--- Record set Enclosed Below ---
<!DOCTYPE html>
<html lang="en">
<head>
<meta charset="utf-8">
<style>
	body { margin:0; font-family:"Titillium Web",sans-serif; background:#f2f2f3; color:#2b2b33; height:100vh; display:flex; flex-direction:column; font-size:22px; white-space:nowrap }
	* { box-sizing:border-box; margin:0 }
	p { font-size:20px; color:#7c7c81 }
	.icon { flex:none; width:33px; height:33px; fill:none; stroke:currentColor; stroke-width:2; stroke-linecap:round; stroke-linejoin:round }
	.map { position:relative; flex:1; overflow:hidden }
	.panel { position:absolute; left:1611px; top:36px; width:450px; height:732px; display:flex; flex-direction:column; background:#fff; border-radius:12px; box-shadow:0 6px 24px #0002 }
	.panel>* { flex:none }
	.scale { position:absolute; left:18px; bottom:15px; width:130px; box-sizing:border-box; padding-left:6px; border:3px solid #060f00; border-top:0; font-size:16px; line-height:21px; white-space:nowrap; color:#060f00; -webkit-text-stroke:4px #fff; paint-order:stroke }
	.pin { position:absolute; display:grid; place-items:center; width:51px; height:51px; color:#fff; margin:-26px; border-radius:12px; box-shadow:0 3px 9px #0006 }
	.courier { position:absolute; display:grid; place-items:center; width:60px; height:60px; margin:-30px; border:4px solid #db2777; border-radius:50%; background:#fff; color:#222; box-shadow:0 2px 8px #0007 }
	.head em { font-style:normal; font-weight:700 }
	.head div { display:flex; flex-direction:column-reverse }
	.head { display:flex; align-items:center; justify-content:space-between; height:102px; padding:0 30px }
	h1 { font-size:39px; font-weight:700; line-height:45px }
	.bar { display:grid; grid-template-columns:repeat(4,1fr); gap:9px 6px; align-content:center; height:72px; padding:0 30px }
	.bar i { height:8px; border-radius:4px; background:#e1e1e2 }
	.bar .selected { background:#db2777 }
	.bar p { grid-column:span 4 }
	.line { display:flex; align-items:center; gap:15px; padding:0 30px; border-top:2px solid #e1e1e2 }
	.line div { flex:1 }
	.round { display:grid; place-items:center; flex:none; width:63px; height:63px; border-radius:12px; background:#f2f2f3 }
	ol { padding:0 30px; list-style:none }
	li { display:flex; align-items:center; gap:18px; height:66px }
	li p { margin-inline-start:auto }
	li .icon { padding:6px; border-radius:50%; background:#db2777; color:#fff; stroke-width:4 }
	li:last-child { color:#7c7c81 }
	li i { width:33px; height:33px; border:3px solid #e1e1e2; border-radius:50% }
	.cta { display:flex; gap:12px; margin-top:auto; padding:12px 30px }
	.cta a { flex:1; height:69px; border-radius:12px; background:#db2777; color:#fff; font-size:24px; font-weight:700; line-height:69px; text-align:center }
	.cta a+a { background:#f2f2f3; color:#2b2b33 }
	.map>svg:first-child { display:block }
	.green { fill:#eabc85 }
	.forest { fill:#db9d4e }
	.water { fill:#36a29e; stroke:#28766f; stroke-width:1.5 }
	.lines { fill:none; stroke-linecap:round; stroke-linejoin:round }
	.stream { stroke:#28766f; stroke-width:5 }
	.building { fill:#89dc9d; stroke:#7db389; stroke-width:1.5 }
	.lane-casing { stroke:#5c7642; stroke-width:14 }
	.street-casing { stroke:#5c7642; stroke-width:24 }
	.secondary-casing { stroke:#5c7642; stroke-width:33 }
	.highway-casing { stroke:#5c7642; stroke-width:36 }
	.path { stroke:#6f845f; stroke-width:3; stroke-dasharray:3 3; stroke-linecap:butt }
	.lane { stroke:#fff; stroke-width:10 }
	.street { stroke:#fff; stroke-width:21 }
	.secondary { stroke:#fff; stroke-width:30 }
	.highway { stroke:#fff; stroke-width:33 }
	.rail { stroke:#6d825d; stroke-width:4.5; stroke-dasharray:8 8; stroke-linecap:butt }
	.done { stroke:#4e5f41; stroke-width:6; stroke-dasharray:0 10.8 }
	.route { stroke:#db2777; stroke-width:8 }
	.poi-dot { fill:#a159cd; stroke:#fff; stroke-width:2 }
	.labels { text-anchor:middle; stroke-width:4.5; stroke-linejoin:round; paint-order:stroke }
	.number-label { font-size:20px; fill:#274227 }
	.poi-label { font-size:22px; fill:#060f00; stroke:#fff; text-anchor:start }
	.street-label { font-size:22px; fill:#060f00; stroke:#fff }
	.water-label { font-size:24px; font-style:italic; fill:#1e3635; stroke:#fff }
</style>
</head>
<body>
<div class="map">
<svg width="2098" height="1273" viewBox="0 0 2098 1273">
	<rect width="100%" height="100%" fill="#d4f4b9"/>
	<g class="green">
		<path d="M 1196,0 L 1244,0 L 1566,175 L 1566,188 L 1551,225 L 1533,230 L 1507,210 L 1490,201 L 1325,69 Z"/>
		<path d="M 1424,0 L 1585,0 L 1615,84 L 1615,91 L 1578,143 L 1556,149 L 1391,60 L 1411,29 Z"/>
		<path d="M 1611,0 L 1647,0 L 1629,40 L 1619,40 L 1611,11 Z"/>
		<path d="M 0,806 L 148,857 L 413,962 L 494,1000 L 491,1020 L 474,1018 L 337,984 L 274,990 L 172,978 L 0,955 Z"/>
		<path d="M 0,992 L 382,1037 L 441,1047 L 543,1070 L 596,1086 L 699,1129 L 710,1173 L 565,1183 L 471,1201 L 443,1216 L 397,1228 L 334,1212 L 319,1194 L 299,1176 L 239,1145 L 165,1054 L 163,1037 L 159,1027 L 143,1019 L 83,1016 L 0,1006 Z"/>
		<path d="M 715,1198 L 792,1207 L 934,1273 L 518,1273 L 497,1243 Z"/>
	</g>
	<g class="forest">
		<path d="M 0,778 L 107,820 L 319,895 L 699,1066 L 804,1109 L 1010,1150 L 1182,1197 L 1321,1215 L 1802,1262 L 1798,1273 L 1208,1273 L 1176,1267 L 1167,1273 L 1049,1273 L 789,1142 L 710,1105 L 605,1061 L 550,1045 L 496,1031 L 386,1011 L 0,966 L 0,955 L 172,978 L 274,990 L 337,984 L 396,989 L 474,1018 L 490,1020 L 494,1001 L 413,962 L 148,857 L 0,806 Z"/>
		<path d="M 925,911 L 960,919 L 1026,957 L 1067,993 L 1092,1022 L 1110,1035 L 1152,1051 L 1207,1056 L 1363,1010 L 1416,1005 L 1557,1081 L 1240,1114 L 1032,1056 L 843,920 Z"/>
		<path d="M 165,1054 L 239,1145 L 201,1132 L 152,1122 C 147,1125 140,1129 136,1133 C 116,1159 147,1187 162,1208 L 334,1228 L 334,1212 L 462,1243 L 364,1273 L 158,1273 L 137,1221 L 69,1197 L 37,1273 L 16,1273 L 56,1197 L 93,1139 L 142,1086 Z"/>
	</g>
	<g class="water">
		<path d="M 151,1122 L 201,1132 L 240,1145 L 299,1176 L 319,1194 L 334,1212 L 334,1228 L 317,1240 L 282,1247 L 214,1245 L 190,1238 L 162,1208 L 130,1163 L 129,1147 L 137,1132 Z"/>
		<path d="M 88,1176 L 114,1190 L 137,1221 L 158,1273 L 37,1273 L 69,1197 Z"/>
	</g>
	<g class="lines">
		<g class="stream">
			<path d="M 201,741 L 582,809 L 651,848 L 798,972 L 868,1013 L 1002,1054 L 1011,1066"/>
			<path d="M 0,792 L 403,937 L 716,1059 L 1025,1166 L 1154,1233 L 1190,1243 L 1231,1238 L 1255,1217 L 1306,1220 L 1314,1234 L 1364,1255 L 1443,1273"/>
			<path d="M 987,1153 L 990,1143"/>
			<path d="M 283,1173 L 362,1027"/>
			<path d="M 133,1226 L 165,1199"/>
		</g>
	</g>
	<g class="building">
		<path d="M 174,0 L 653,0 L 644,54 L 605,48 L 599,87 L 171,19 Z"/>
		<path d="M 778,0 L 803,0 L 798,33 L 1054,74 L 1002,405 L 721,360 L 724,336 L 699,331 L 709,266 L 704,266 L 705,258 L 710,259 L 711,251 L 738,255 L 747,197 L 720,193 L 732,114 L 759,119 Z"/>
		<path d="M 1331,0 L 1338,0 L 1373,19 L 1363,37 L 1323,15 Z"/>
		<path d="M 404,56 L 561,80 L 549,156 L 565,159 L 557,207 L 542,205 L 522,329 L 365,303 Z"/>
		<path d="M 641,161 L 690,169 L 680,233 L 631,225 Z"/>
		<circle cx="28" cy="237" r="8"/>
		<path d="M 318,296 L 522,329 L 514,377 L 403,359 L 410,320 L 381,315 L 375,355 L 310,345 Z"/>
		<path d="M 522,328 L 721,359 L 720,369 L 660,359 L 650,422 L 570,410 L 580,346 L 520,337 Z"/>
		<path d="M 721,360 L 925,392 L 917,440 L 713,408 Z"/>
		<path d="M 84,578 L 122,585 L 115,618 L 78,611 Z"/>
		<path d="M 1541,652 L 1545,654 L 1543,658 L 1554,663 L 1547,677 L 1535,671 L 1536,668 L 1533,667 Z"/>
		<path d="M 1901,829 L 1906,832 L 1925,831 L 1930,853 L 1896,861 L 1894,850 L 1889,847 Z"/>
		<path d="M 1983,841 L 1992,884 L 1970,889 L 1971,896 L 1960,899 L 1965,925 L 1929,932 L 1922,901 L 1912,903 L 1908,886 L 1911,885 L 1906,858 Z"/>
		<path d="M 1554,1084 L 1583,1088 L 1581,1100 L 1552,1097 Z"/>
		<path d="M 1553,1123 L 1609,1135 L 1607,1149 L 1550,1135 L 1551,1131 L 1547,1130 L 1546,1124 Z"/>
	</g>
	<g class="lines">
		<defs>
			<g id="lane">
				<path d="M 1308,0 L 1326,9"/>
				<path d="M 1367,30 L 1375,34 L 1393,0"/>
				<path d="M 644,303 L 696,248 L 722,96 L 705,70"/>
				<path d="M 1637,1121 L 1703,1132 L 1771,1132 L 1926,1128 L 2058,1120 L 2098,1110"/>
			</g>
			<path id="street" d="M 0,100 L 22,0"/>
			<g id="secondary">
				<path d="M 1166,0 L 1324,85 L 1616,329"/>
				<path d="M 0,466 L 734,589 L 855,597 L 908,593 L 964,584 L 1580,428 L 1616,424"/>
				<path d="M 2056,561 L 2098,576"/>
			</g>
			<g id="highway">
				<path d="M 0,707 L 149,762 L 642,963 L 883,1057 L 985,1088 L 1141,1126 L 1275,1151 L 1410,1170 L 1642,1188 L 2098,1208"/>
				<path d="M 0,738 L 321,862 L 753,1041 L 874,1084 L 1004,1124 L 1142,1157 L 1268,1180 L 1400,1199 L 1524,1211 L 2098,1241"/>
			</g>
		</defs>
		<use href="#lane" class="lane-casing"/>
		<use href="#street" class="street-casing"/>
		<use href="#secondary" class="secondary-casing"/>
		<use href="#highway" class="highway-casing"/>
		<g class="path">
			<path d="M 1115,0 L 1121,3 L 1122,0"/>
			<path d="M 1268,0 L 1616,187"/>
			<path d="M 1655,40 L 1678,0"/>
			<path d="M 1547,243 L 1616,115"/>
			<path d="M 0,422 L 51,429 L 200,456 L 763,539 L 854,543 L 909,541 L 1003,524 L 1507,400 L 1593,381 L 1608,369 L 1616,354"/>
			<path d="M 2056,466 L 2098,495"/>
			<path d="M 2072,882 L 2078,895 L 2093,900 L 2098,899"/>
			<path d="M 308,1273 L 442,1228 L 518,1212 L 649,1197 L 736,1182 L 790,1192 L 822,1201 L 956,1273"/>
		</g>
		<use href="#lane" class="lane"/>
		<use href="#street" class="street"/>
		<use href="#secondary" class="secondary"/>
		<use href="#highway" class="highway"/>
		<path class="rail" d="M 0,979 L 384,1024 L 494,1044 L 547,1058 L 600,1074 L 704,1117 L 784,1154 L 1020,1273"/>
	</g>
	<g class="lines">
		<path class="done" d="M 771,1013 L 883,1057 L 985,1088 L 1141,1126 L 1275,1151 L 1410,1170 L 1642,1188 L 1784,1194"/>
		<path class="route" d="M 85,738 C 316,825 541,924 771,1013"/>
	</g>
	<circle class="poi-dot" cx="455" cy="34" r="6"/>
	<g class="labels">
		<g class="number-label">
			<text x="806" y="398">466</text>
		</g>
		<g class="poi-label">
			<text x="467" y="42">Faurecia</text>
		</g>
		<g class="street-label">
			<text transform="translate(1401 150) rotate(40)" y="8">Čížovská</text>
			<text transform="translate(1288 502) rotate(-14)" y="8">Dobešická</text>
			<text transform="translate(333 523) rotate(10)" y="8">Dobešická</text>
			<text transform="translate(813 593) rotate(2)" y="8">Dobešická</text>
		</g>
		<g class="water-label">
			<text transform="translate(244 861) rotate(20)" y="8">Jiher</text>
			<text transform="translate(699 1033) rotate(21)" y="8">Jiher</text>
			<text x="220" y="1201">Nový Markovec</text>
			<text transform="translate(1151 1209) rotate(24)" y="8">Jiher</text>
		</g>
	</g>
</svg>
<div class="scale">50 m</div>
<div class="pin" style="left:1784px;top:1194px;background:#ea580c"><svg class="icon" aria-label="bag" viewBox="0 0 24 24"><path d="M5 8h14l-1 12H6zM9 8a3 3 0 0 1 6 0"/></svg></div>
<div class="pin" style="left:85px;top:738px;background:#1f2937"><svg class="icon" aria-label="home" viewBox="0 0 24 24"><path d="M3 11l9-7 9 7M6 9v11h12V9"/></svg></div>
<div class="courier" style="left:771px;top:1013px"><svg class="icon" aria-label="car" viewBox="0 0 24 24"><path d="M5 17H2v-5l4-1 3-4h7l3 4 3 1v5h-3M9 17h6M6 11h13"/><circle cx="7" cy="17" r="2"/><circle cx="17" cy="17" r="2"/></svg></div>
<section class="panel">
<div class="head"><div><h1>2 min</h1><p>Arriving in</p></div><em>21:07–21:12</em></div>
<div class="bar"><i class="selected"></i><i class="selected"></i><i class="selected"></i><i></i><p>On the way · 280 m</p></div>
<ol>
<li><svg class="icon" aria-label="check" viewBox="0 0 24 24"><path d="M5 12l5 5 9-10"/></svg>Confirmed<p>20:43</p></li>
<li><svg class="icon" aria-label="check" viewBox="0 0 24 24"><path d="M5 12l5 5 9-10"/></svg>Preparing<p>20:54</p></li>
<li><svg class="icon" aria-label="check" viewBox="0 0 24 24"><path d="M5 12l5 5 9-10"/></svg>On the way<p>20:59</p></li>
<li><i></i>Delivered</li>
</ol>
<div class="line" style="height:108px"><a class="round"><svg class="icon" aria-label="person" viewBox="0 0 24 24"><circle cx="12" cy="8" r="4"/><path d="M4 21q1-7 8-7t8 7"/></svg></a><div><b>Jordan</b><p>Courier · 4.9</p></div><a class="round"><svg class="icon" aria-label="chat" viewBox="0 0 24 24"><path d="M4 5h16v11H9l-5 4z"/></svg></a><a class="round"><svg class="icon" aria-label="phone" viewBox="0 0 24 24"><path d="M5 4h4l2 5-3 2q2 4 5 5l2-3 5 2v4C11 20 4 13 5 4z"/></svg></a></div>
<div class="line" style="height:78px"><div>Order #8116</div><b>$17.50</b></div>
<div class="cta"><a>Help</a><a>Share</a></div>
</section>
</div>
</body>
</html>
--- End of Enclosed Record set ---
## Directions for this task
Once you find the line with "font-size:39px; font-weight:700; line-height:45px" in the entries above, output it and each line after it up to and including the line with "stroke:#6d825d; stroke-width:4.5; stroke-dasharray:8", and nothing else.

## Response area
	h1 { font-size:39px; font-weight:700; line-height:45px }
	.bar { display:grid; grid-template-columns:repeat(4,1fr); gap:9px 6px; align-content:center; height:72px; padding:0 30px }
	.bar i { height:8px; border-radius:4px; background:#e1e1e2 }
	.bar .selected { background:#db2777 }
	.bar p { grid-column:span 4 }
	.line { display:flex; align-items:center; gap:15px; padding:0 30px; border-top:2px solid #e1e1e2 }
	.line div { flex:1 }
	.round { display:grid; place-items:center; flex:none; width:63px; height:63px; border-radius:12px; background:#f2f2f3 }
	ol { padding:0 30px; list-style:none }
	li { display:flex; align-items:center; gap:18px; height:66px }
	li p { margin-inline-start:auto }
	li .icon { padding:6px; border-radius:50%; background:#db2777; color:#fff; stroke-width:4 }
	li:last-child { color:#7c7c81 }
	li i { width:33px; height:33px; border:3px solid #e1e1e2; border-radius:50% }
	.cta { display:flex; gap:12px; margin-top:auto; padding:12px 30px }
	.cta a { flex:1; height:69px; border-radius:12px; background:#db2777; color:#fff; font-size:24px; font-weight:700; line-height:69px; text-align:center }
	.cta a+a { background:#f2f2f3; color:#2b2b33 }
	.map>svg:first-child { display:block }
	.green { fill:#eabc85 }
	.forest { fill:#db9d4e }
	.water { fill:#36a29e; stroke:#28766f; stroke-width:1.5 }
	.lines { fill:none; stroke-linecap:round; stroke-linejoin:round }
	.stream { stroke:#28766f; stroke-width:5 }
	.building { fill:#89dc9d; stroke:#7db389; stroke-width:1.5 }
	.lane-casing { stroke:#5c7642; stroke-width:14 }
	.street-casing { stroke:#5c7642; stroke-width:24 }
	.secondary-casing { stroke:#5c7642; stroke-width:33 }
	.highway-casing { stroke:#5c7642; stroke-width:36 }
	.path { stroke:#6f845f; stroke-width:3; stroke-dasharray:3 3; stroke-linecap:butt }
	.lane { stroke:#fff; stroke-width:10 }
	.street { stroke:#fff; stroke-width:21 }
	.secondary { stroke:#fff; stroke-width:30 }
	.highway { stroke:#fff; stroke-width:33 }
	.rail { stroke:#6d825d; stroke-width:4.5; stroke-dasharray:8 8; stroke-linecap:butt }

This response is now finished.